- **WHAT THE TASK ASKS**
Each of the records below must be reproduced verbatim.

- **RECORDED DATA**
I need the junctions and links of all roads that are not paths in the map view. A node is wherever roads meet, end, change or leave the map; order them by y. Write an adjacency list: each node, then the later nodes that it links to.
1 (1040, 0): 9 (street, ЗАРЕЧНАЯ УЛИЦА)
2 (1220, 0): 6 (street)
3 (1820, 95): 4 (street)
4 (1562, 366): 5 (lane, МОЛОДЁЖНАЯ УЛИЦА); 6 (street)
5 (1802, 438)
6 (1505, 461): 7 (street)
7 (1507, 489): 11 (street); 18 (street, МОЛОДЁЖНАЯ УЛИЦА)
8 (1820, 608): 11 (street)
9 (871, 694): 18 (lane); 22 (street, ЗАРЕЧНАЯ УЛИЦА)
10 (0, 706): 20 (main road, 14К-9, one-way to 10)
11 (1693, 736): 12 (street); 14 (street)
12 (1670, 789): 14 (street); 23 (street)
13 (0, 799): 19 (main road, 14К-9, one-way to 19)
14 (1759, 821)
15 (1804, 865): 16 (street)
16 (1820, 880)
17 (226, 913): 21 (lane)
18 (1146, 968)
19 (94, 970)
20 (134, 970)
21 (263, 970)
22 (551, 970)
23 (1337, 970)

- **EXERCISE RESPONSE**
I need the junctions and links of all roads that are not paths in the map view. A node is wherever roads meet, end, change or leave the map; order them by y. Write an adjacency list: each node, then the later nodes that it links to.
1 (1040, 0): 9 (street, ЗАРЕЧНАЯ УЛИЦА)
2 (1220, 0): 6 (street)
3 (1820, 95): 4 (street)
4 (1562, 366): 5 (lane, МОЛОДЁЖНАЯ УЛИЦА); 6 (street)
5 (1802, 438)
6 (1505, 461): 7 (street)
7 (1507, 489): 11 (street); 18 (street, МОЛОДЁЖНАЯ УЛИЦА)
8 (1820, 608): 11 (street)
9 (871, 694): 18 (lane); 22 (street, ЗАРЕЧНАЯ УЛИЦА)
10 (0, 706): 20 (main road, 14К-9, one-way to 10)
11 (1693, 736): 12 (street); 14 (street)
12 (1670, 789): 14 (street); 23 (street)
13 (0, 799): 19 (main road, 14К-9, one-way to 19)
14 (1759, 821)
15 (1804, 865): 16 (street)
16 (1820, 880)
17 (226, 913): 21 (lane)
18 (1146, 968)
19 (94, 970)
20 (134, 970)
21 (263, 970)
22 (551, 970)
23 (1337, 970)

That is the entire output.